Golden beamed when asked what gave him the most pride.

"Just to see our kids make a great impact on so many young people that may be at a stage in their life where they could go either way," he said. "There's a lot of people who are less fortunate, which is why we got involved in the food banks and hospice [programs] in North Philadelphia."

Temple is the 14th community-service winner, which yesterday was renamed in honor of PSC chairman Bob Levy. Of the 44 winners of the primary Wanamaker Award, 10 have come from the Phillies organization, including seven individual players. The PSC did not present the award from 1986 to '90.
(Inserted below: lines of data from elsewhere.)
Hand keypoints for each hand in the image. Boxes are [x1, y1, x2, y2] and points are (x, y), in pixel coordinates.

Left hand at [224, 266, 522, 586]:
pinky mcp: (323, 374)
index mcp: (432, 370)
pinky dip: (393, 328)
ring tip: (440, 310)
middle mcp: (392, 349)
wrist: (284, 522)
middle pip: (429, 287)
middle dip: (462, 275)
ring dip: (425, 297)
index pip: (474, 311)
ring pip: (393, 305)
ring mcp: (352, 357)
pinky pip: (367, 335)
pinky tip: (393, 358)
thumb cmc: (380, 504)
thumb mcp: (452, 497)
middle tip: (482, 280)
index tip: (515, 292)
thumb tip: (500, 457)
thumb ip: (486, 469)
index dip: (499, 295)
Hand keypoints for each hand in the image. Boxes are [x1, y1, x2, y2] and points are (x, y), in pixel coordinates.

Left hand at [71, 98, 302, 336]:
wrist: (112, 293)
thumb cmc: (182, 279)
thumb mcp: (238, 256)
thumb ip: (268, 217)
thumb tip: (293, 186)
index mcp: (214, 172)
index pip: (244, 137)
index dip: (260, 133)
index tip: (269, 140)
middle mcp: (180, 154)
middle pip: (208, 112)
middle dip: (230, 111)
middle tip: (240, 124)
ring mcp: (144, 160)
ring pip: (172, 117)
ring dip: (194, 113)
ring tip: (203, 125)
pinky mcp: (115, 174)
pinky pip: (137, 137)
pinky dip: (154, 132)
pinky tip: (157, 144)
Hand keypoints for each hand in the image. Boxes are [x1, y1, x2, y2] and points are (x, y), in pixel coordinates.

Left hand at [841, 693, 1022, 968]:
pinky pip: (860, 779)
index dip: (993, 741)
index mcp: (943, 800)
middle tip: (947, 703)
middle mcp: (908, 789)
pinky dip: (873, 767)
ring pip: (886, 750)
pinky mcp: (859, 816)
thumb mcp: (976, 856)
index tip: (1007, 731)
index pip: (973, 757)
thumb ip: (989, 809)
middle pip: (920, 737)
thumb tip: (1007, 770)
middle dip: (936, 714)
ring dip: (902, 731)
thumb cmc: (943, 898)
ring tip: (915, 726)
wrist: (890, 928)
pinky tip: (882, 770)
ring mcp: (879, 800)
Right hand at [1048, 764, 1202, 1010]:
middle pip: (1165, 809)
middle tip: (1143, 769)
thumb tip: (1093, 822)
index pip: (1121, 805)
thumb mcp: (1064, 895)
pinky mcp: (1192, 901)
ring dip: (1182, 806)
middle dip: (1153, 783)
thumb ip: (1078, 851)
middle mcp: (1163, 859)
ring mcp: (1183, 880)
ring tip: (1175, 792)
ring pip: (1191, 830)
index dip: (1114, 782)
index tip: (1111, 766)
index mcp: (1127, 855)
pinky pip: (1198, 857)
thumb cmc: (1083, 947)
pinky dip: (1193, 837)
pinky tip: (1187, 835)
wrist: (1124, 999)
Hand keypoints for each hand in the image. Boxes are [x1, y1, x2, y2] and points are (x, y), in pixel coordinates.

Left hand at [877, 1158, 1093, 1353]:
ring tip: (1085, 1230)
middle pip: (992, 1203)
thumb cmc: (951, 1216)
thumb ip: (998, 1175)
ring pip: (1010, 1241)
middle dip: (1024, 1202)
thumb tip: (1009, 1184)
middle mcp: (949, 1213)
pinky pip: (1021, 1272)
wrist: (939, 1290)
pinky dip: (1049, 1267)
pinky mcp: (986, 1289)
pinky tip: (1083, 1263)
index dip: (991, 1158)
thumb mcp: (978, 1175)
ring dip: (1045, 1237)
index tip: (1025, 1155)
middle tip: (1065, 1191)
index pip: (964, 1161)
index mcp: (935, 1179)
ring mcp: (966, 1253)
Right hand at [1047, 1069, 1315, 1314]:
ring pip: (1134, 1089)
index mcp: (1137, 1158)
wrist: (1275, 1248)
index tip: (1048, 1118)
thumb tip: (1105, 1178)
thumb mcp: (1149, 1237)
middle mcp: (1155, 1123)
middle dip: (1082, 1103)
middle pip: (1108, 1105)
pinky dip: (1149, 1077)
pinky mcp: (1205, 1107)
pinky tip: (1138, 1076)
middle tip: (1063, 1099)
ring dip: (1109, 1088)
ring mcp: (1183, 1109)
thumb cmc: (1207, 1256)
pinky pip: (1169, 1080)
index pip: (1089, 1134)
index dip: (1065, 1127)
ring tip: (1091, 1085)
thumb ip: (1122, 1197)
"It's wonderful for our individual players to win it," Montgomery said. "But as you and I know, it's so much better when the team wins it because that means we reached a pinnacle that we are all seeking."

Now, as Lidge said, it's all about 2009.

Word out of Toronto that staff ace Roy Halladay is on the market has raised eyebrows around here. Phillies general manager Ruben Amaro Jr. could not directly address anything involving Halladay, who is under contract to the Blue Jays, after all.

But Crystal Tea Room bartender and Port Richmond resident Niki Bertotto summed up a popular notion felt around the Delaware Valley. If Amaro were able to get Halladay, the Phils' chances of repeating as world champion would be enhanced; as would the insanity that gripped the region last fall.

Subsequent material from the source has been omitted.